- **Data extract**:
____________
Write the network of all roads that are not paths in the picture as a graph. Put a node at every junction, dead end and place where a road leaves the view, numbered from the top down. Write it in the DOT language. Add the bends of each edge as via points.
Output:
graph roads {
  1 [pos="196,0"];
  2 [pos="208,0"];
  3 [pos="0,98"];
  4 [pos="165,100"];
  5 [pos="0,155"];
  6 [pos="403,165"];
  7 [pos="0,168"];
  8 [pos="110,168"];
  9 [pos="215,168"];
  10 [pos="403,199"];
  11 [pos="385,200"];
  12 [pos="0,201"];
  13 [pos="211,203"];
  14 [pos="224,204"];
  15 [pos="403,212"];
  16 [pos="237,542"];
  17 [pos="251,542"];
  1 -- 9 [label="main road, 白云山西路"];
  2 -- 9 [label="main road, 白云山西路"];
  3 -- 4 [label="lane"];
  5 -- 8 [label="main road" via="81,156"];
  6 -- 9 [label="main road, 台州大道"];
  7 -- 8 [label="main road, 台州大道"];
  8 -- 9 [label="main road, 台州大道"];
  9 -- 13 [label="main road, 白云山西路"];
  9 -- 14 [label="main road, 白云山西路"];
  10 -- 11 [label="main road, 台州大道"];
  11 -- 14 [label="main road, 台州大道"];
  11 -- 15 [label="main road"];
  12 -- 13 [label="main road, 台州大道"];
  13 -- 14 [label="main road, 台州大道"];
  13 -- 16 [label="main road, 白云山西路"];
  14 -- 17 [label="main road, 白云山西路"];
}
____________
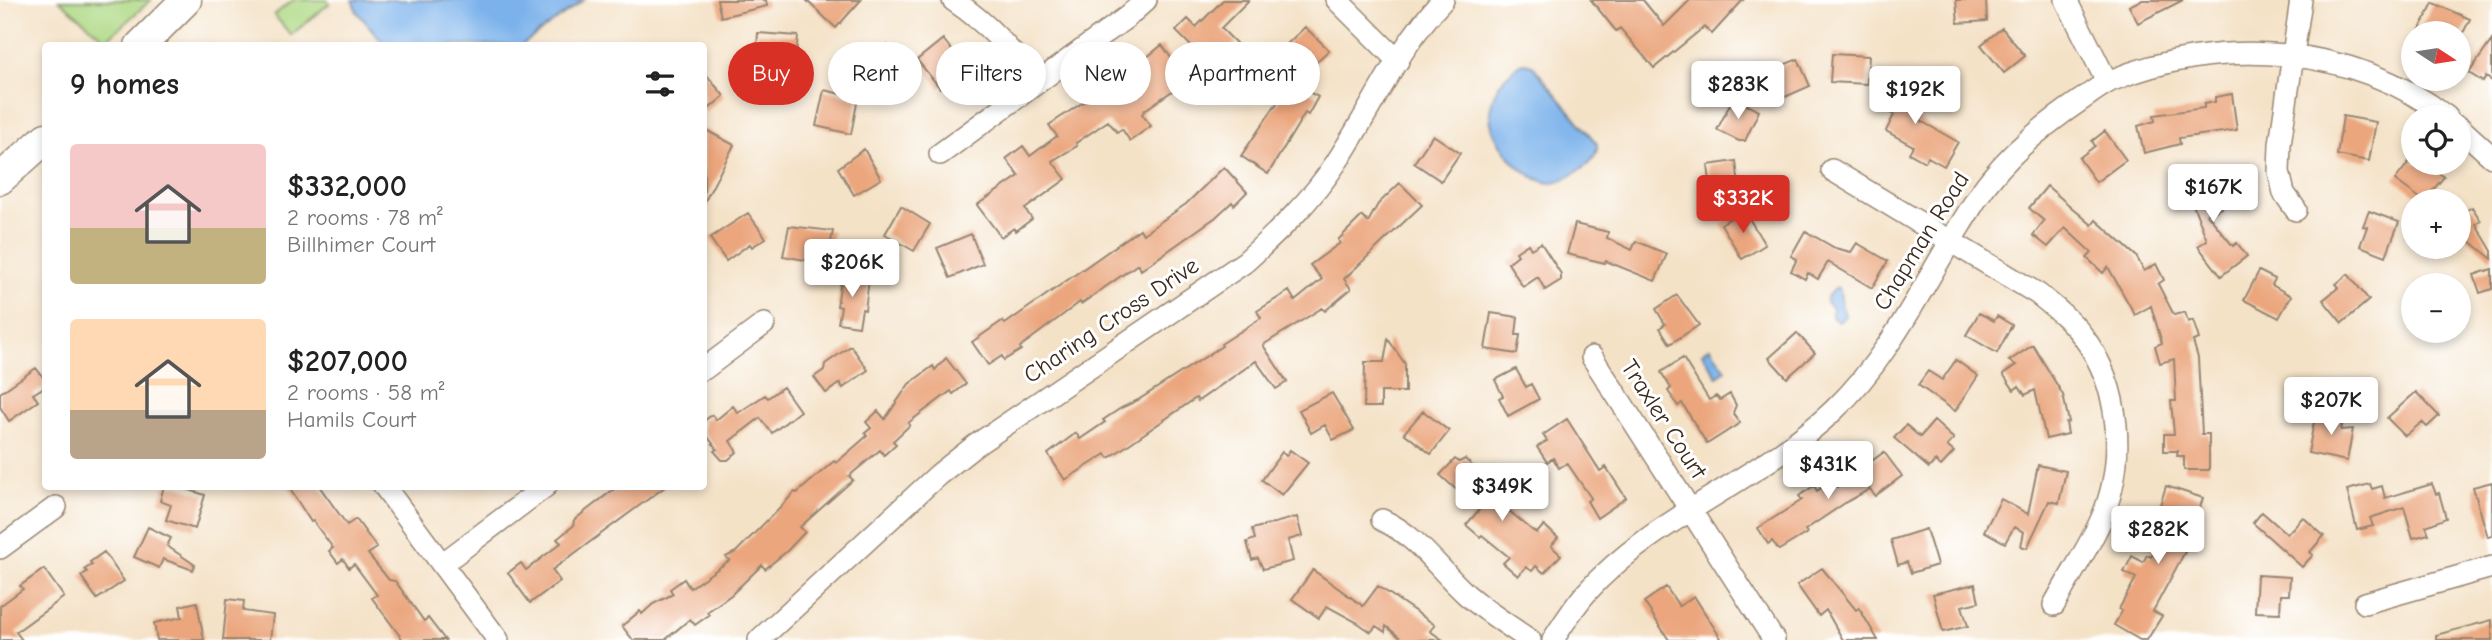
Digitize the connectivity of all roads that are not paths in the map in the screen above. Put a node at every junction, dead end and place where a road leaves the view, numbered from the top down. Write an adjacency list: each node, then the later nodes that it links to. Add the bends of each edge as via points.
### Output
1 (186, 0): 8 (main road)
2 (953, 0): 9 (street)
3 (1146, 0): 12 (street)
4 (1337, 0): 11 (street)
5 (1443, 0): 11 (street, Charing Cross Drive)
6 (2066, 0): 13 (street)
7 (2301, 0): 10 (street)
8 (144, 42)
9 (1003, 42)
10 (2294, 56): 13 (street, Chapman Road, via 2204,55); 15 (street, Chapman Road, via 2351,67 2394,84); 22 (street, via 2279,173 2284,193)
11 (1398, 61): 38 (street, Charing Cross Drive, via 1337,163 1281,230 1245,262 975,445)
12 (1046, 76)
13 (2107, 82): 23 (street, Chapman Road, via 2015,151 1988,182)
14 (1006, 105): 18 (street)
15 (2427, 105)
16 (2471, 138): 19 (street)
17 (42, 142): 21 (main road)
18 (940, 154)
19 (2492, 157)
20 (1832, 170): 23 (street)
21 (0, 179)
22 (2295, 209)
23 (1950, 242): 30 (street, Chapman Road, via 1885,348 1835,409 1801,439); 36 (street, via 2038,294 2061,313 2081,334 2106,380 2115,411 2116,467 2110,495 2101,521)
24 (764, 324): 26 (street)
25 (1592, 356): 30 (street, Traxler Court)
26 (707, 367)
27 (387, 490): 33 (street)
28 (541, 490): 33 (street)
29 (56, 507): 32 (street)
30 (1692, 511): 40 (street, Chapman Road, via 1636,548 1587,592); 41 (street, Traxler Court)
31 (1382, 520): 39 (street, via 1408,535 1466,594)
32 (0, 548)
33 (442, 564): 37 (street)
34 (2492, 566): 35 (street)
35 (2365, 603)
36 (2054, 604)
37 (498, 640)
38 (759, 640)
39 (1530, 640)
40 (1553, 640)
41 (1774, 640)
____________
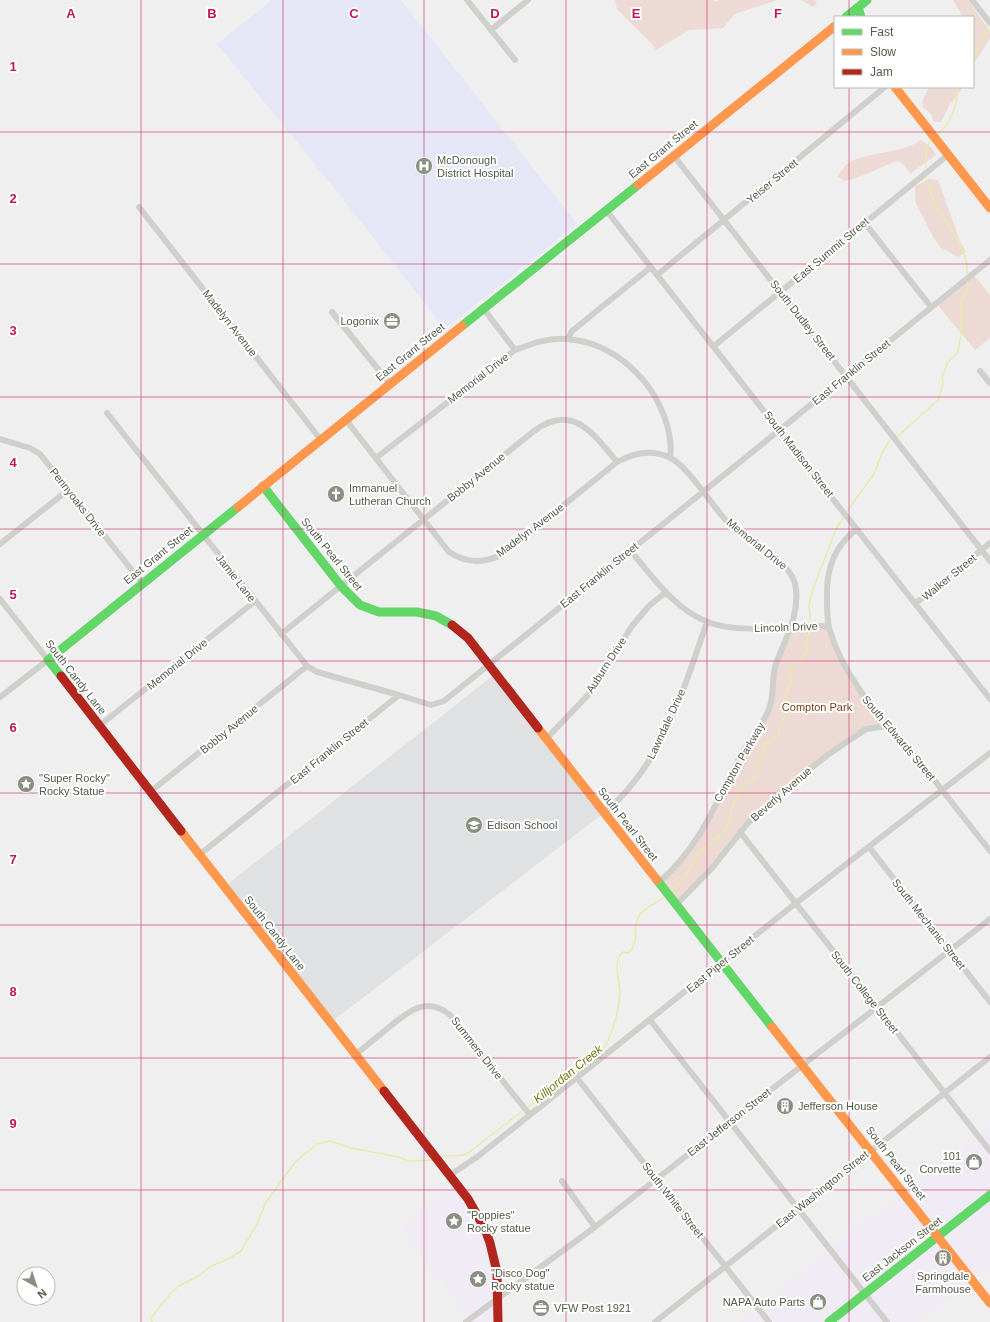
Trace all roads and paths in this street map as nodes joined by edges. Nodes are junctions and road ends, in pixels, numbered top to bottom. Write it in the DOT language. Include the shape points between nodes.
____________
- **The task**:
Search the entries for "dead" and show every line that has it.

- **Reply to the task**:
Write the network of all roads that are not paths in the picture as a graph. Put a node at every junction, dead end and place where a road leaves the view, numbered from the top down. Write it in the DOT language. Add the bends of each edge as via points.
Digitize the connectivity of all roads that are not paths in the map in the screen above. Put a node at every junction, dead end and place where a road leaves the view, numbered from the top down. Write an adjacency list: each node, then the later nodes that it links to. Add the bends of each edge as via points.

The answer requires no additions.